■ **WHAT YOU ARE ASKED TO DO**
What is the count of lines in the records that include "Maria"? Reply with that number alone.

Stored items
_ _ _ _

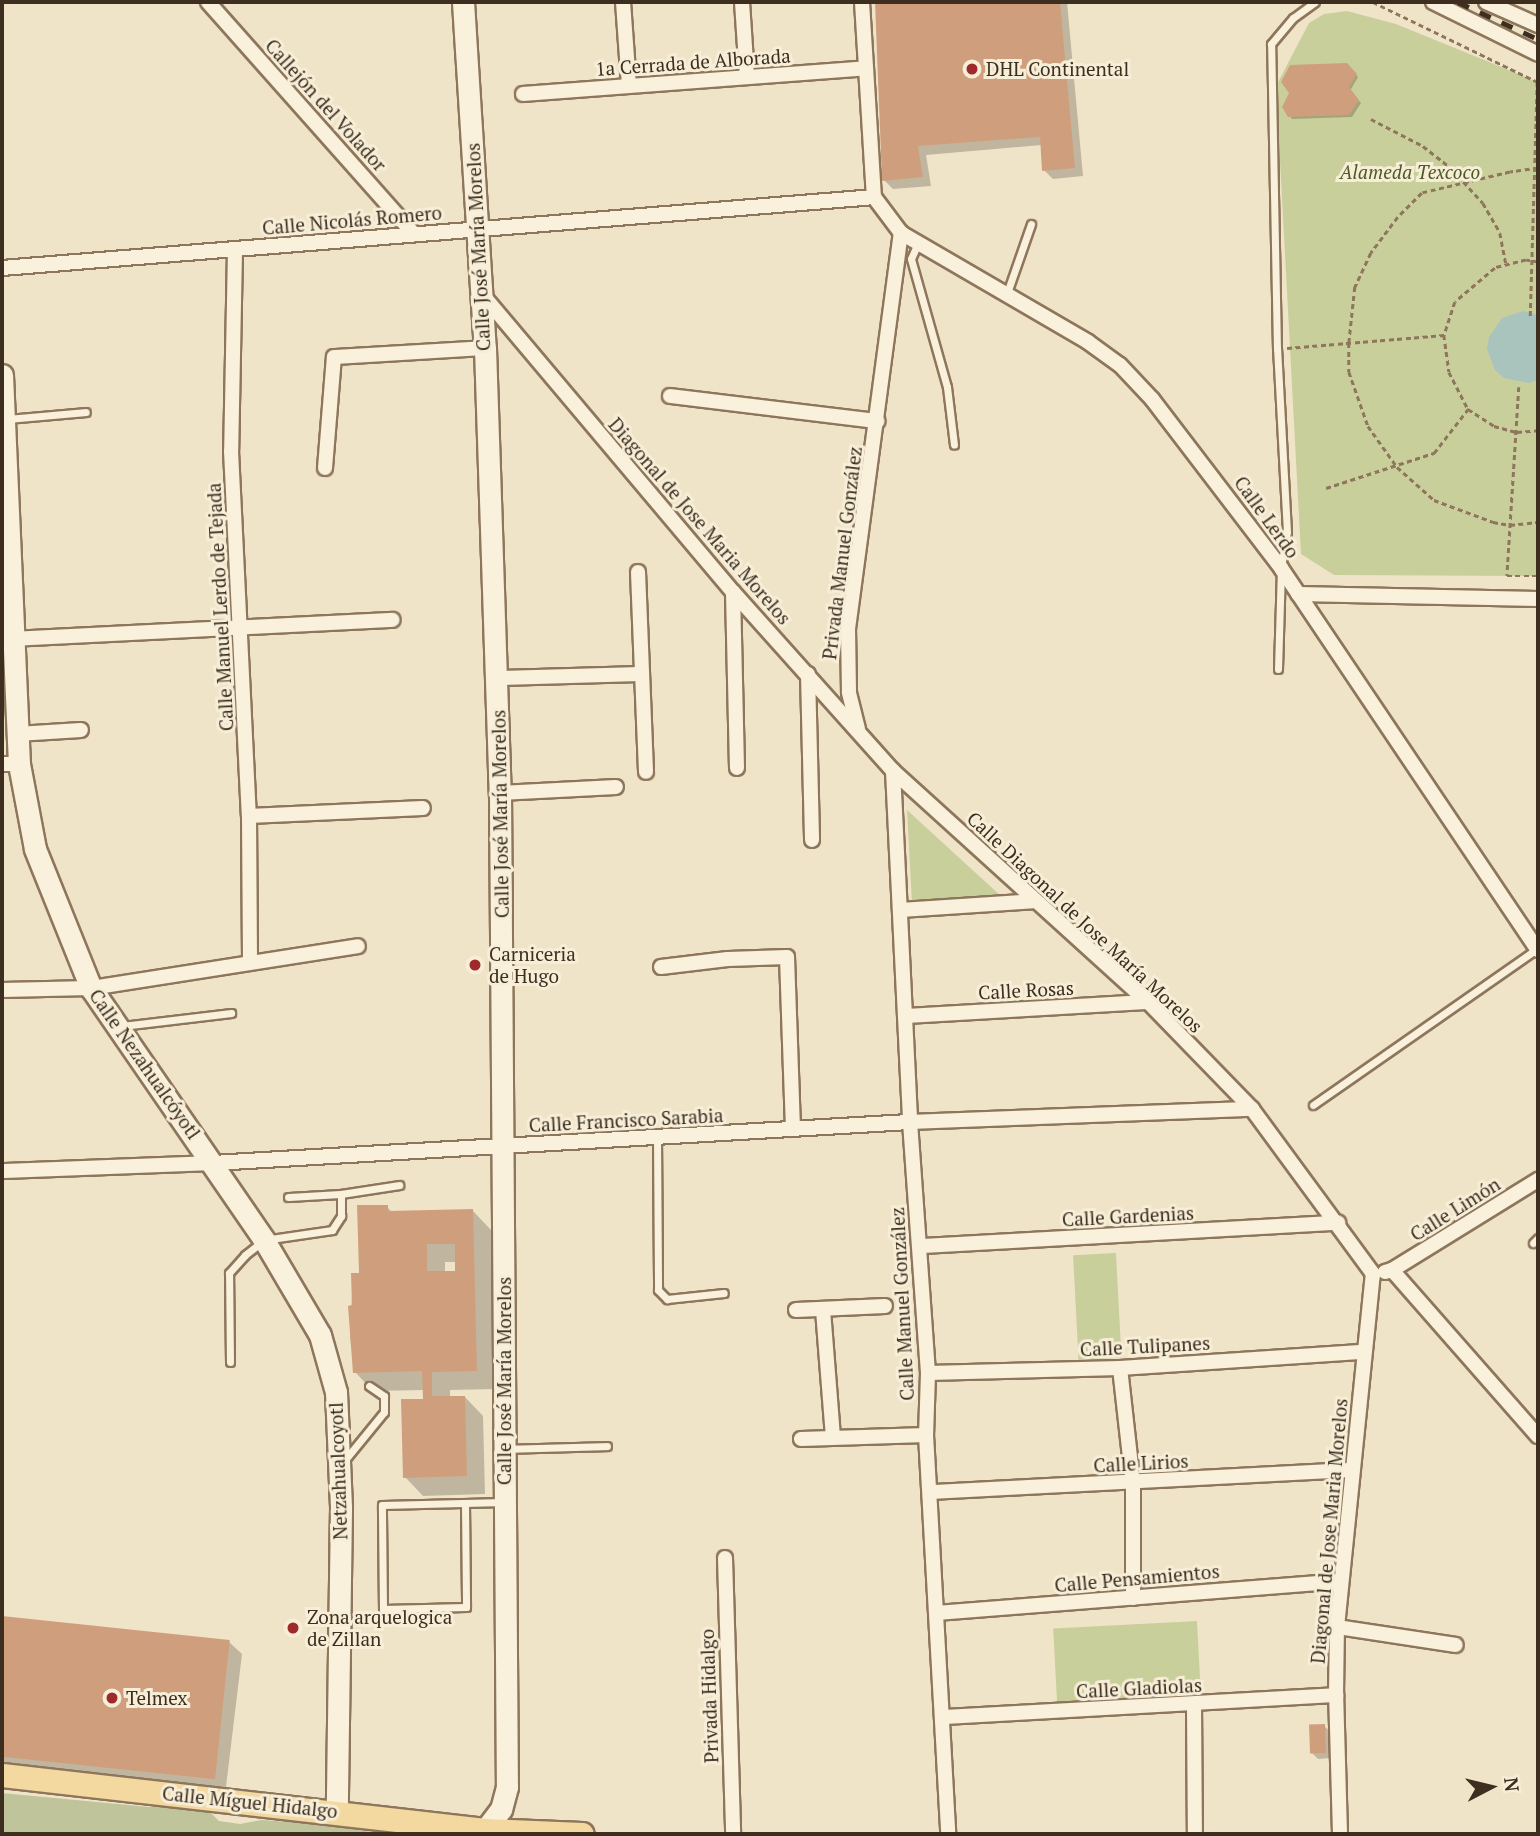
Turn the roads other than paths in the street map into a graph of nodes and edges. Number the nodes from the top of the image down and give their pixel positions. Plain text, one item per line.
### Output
1 (208, 2) edge
2 (463, 2) edge
3 (623, 2) edge
4 (742, 2) edge
5 (862, 2) edge
6 (1315, 2) edge
7 (1433, 2) edge
8 (1486, 2) edge
9 (1538, 25) edge
10 (1538, 54) edge
11 (866, 68) junction
12 (747, 77) junction
13 (629, 86) junction
14 (523, 94) dead end
15 (874, 197) junction
16 (1031, 224) dead end
17 (478, 228) junction
18 (901, 233) junction
19 (414, 234) junction
20 (919, 242) junction
21 (235, 250) junction
22 (2, 268) edge
23 (1007, 293) junction
24 (482, 294) junction
25 (485, 348) junction
26 (2, 375) edge
27 (670, 396) dead end
28 (86, 412) dead end
29 (4, 419) junction
30 (878, 421) junction
31 (954, 446) dead end
32 (325, 468) dead end
33 (1280, 568) junction
34 (638, 572) dead end
35 (733, 592) junction
36 (1298, 594) junction
37 (1538, 599) edge
38 (393, 620) dead end
39 (240, 625) junction
40 (13, 639) junction
41 (1278, 669) dead end
42 (642, 674) junction
43 (808, 674) junction
44 (499, 678) junction
45 (81, 730) dead end
46 (858, 730) junction
47 (17, 734) junction
48 (10, 764) edge
49 (737, 768) dead end
50 (893, 771) junction
51 (646, 772) dead end
52 (616, 787) dead end
53 (500, 793) junction
54 (423, 808) dead end
55 (249, 816) junction
56 (812, 840) dead end
57 (1034, 901) junction
58 (900, 910) junction
59 (358, 946) dead end
60 (1538, 949) edge
61 (250, 962) junction
62 (661, 967) dead end
63 (91, 988) junction
64 (2, 990) edge
65 (1148, 1002) junction
66 (231, 1013) dead end
67 (905, 1016) junction
68 (118, 1027) junction
69 (1314, 1105) dead end
70 (1252, 1109) junction
71 (910, 1122) junction
72 (793, 1129) junction
73 (657, 1137) junction
74 (503, 1146) junction
75 (212, 1163) junction
76 (2, 1171) edge
77 (1538, 1180) edge
78 (399, 1185) dead end
79 (341, 1194) junction
80 (288, 1198) dead end
81 (1338, 1223) junction
82 (264, 1240) junction
83 (921, 1247) junction
84 (1392, 1270) junction
85 (1373, 1274) junction
86 (724, 1293) dead end
87 (885, 1306) dead end
88 (796, 1310) dead end
89 (824, 1310) junction
90 (1363, 1352) junction
91 (230, 1362) dead end
92 (1120, 1368) junction
93 (928, 1373) junction
94 (369, 1385) dead end
95 (926, 1435) junction
96 (1538, 1436) edge
97 (833, 1438) junction
98 (802, 1439) dead end
99 (607, 1446) dead end
100 (505, 1449) junction
101 (339, 1466) junction
102 (1352, 1471) junction
103 (1133, 1483) junction
104 (932, 1492) junction
105 (505, 1502) junction
106 (465, 1504) junction
107 (725, 1558) dead end
108 (1340, 1581) junction
109 (1133, 1598) junction
110 (937, 1613) junction
111 (1338, 1627) junction
112 (1456, 1645) dead end
113 (1336, 1695) junction
114 (1194, 1705) junction
115 (943, 1717) junction
116 (2, 1775) edge
117 (337, 1812) junction
118 (430, 1829) edge
119 (490, 1832) edge
120 (582, 1834) edge
121 (733, 1834) edge
122 (948, 1834) edge
123 (1195, 1834) edge
124 (1340, 1834) edge

1 - 19 street, Callejón del Volador
2 - 17 street, Calle José María Morelos
3 - 13 street
4 - 12 street
5 - 11 street
6 - 33 lane
7 - 10 street
8 - 9 street
11 - 12 street, 1a Cerrada de Alborada
11 - 15 street
12 - 13 street, 1a Cerrada de Alborada
13 - 14 street, 1a Cerrada de Alborada
15 - 17 street, Calle Nicolás Romero
15 - 18 street, Calle Lerdo
16 - 23 lane
17 - 19 street, Calle Nicolás Romero
17 - 24 street, Calle José María Morelos
18 - 20 street, Calle Lerdo
18 - 30 street, Privada Manuel González
19 - 21 street, Calle Nicolás Romero
20 - 23 street, Calle Lerdo
20 - 31 lane
21 - 22 street, Calle Nicolás Romero
21 - 39 street, Calle Manuel Lerdo de Tejada
23 - 33 street, Calle Lerdo
24 - 25 street, Calle José María Morelos
24 - 35 street, Diagonal de Jose Maria Morelos
25 - 32 street
25 - 44 street, Calle José María Morelos
26 - 29 street, Calle Nezahualcóyotl
27 - 30 street, Privada Manuel González
28 - 29 lane
29 - 40 street, Calle Nezahualcóyotl
30 - 46 street, Privada Manuel González
33 - 36 street, Calle Lerdo
33 - 41 lane
34 - 42 street
35 - 43 street, Diagonal de Jose Maria Morelos
35 - 49 street
36 - 37 street
36 - 60 street, Calle Lerdo
38 - 39 street
39 - 40 street
39 - 55 street, Calle Manuel Lerdo de Tejada
40 - 47 street, Calle Nezahualcóyotl
42 - 44 street
42 - 51 street
43 - 46 street, Diagonal de Jose Maria Morelos
43 - 56 street
44 - 53 street, Calle José María Morelos
45 - 47 street
46 - 50 street, Diagonal de Jose Maria Morelos
47 - 48 street, Calle Nezahualcóyotl
48 - 63 street, Calle Nezahualcóyotl
50 - 57 street, Calle Diagonal de Jose María Morelos
50 - 58 street, Calle Manuel González
52 - 53 street
53 - 74 street, Calle José María Morelos
54 - 55 street
55 - 61 street, Calle Manuel Lerdo de Tejada
57 - 58 street
57 - 65 street, Calle Diagonal de Jose María Morelos
58 - 67 street, Calle Manuel González
59 - 61 street
60 - 69 lane
61 - 63 street
62 - 72 street
63 - 64 street
63 - 68 street, Calle Nezahualcóyotl
65 - 67 street, Calle Rosas
65 - 70 street, Calle Diagonal de Jose María Morelos
66 - 68 lane
67 - 71 street, Calle Manuel González
68 - 75 street, Calle Nezahualcóyotl
70 - 71 street, Calle Francisco Sarabia
70 - 81 street, Calle Diagonal de Jose María Morelos
71 - 72 street, Calle Francisco Sarabia
71 - 83 street, Calle Manuel González
72 - 73 street, Calle Francisco Sarabia
73 - 74 street, Calle Francisco Sarabia
73 - 86 lane
74 - 75 street, Calle Francisco Sarabia
74 - 100 street, Calle José María Morelos
75 - 76 street, Calle Francisco Sarabia
75 - 82 street, Netzahualcoyotl
77 - 84 street, Calle Limón
78 - 79 lane
79 - 80 lane
79 - 82 lane
81 - 83 street, Calle Gardenias
81 - 85 street, Calle Diagonal de Jose María Morelos
82 - 91 lane
82 - 101 street, Netzahualcoyotl
83 - 93 street, Calle Manuel González
84 - 85 street, Calle Limón
84 - 96 street
85 - 90 street, Diagonal de Jose Maria Morelos
87 - 89 street
88 - 89 street
89 - 97 street
90 - 92 street, Calle Tulipanes
90 - 102 street, Diagonal de Jose Maria Morelos
92 - 93 street, Calle Tulipanes
92 - 103 street
93 - 95 street, Calle Manuel González
94 - 101 lane
95 - 97 street
95 - 104 street, Calle Manuel González
97 - 98 street
99 - 100 lane
100 - 105 street, Calle José María Morelos
101 - 117 street, Netzahualcoyotl
102 - 103 street, Calle Lirios
102 - 108 street, Diagonal de Jose Maria Morelos
103 - 104 street, Calle Lirios
103 - 109 street
104 - 110 street, Calle Manuel González
105 - 106 lane
105 - 119 street, Calle José María Morelos
106 - 106 lane
107 - 121 street, Privada Hidalgo
108 - 109 street, Calle Pensamientos
108 - 111 street, Diagonal de Jose Maria Morelos
109 - 110 street, Calle Pensamientos
110 - 115 street, Calle Manuel González
111 - 112 street
111 - 113 street, Diagonal de Jose Maria Morelos
113 - 114 street, Calle Gladiolas
113 - 124 street, Diagonal de Jose Maria Morelos
114 - 115 street, Calle Gladiolas
114 - 123 street
115 - 122 street, Calle Manuel González
116 - 117 main road, Calle Míguel Hidalgo
117 - 118 main road, Calle Míguel Hidalgo
118 - 119 main road, Calle Míguel Hidalgo
119 - 120 main road, Calle Míguel Hidalgo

_ _ _ _

■ **SOLUTION TO THIS EXERCISE**
10